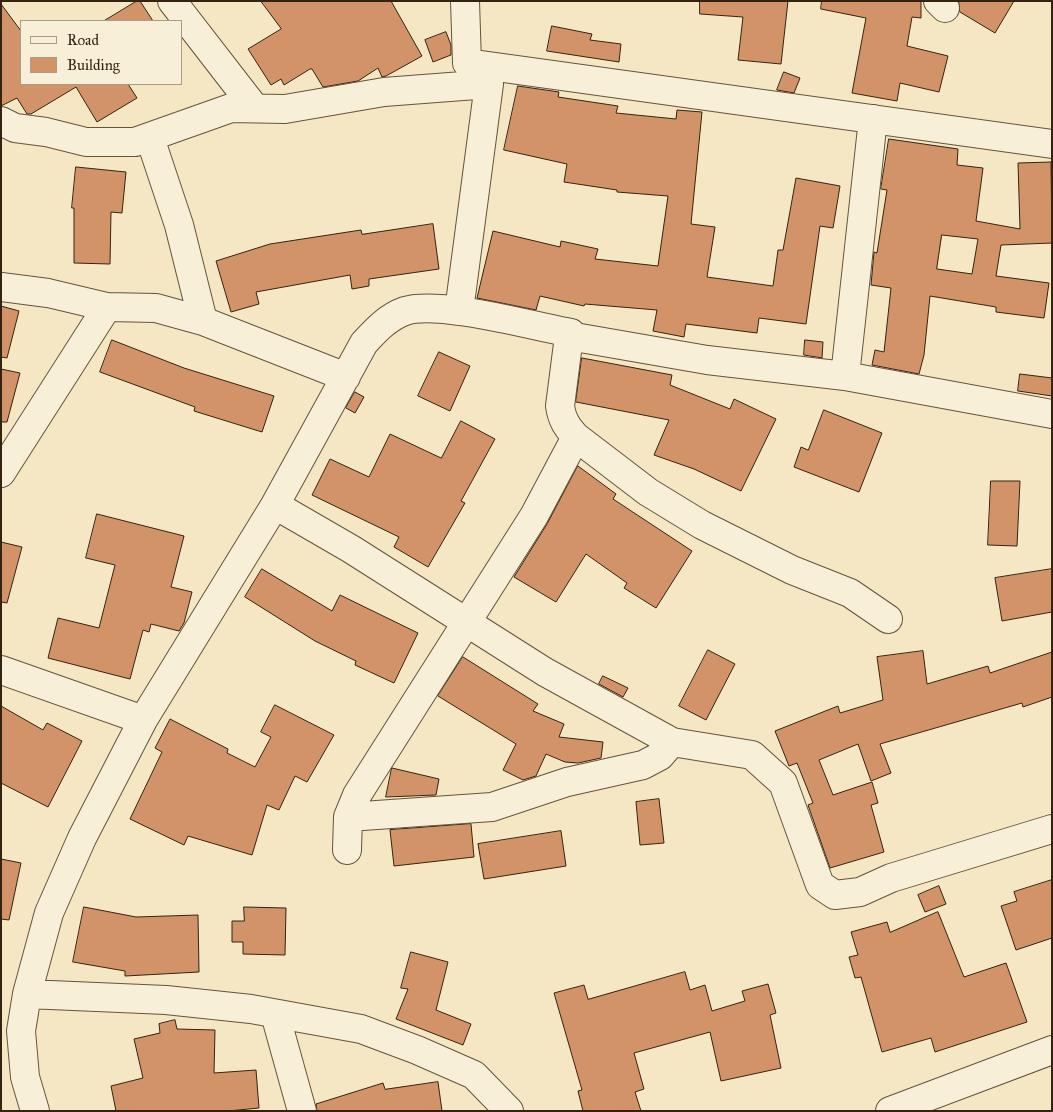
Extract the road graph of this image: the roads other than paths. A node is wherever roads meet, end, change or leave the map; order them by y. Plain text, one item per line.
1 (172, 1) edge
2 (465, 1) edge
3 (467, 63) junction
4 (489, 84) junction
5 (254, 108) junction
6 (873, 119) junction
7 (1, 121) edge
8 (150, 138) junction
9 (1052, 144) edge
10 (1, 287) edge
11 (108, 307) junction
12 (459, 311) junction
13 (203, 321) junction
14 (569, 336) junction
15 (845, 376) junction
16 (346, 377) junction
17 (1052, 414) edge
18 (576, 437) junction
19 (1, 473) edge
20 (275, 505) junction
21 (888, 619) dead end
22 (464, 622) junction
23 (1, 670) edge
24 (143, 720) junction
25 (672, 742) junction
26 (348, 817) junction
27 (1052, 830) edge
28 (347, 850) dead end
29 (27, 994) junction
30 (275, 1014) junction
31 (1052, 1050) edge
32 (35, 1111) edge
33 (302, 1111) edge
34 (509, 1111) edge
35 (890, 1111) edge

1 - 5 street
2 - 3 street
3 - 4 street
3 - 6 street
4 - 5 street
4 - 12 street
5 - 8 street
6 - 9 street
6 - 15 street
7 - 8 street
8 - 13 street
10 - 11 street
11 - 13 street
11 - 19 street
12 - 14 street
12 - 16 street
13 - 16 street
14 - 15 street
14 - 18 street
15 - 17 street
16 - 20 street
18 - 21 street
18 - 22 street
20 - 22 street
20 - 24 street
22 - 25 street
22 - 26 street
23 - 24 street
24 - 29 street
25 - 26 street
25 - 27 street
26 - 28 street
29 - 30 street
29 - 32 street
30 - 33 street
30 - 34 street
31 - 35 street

**AIM OF THE EXERCISE**
Output a verbatim copy of all entries above; no pictures go in it.

**RESPONSE BELOW**
Extract the road graph of this image: the roads other than paths. A node is wherever roads meet, end, change or leave the map; order them by y. Plain text, one item per line.
1 (172, 1) edge
2 (465, 1) edge
3 (467, 63) junction
4 (489, 84) junction
5 (254, 108) junction
6 (873, 119) junction
7 (1, 121) edge
8 (150, 138) junction
9 (1052, 144) edge
10 (1, 287) edge
11 (108, 307) junction
12 (459, 311) junction
13 (203, 321) junction
14 (569, 336) junction
15 (845, 376) junction
16 (346, 377) junction
17 (1052, 414) edge
18 (576, 437) junction
19 (1, 473) edge
20 (275, 505) junction
21 (888, 619) dead end
22 (464, 622) junction
23 (1, 670) edge
24 (143, 720) junction
25 (672, 742) junction
26 (348, 817) junction
27 (1052, 830) edge
28 (347, 850) dead end
29 (27, 994) junction
30 (275, 1014) junction
31 (1052, 1050) edge
32 (35, 1111) edge
33 (302, 1111) edge
34 (509, 1111) edge
35 (890, 1111) edge

1 - 5 street
2 - 3 street
3 - 4 street
3 - 6 street
4 - 5 street
4 - 12 street
5 - 8 street
6 - 9 street
6 - 15 street
7 - 8 street
8 - 13 street
10 - 11 street
11 - 13 street
11 - 19 street
12 - 14 street
12 - 16 street
13 - 16 street
14 - 15 street
14 - 18 street
15 - 17 street
16 - 20 street
18 - 21 street
18 - 22 street
20 - 22 street
20 - 24 street
22 - 25 street
22 - 26 street
23 - 24 street
24 - 29 street
25 - 26 street
25 - 27 street
26 - 28 street
29 - 30 street
29 - 32 street
30 - 33 street
30 - 34 street
31 - 35 street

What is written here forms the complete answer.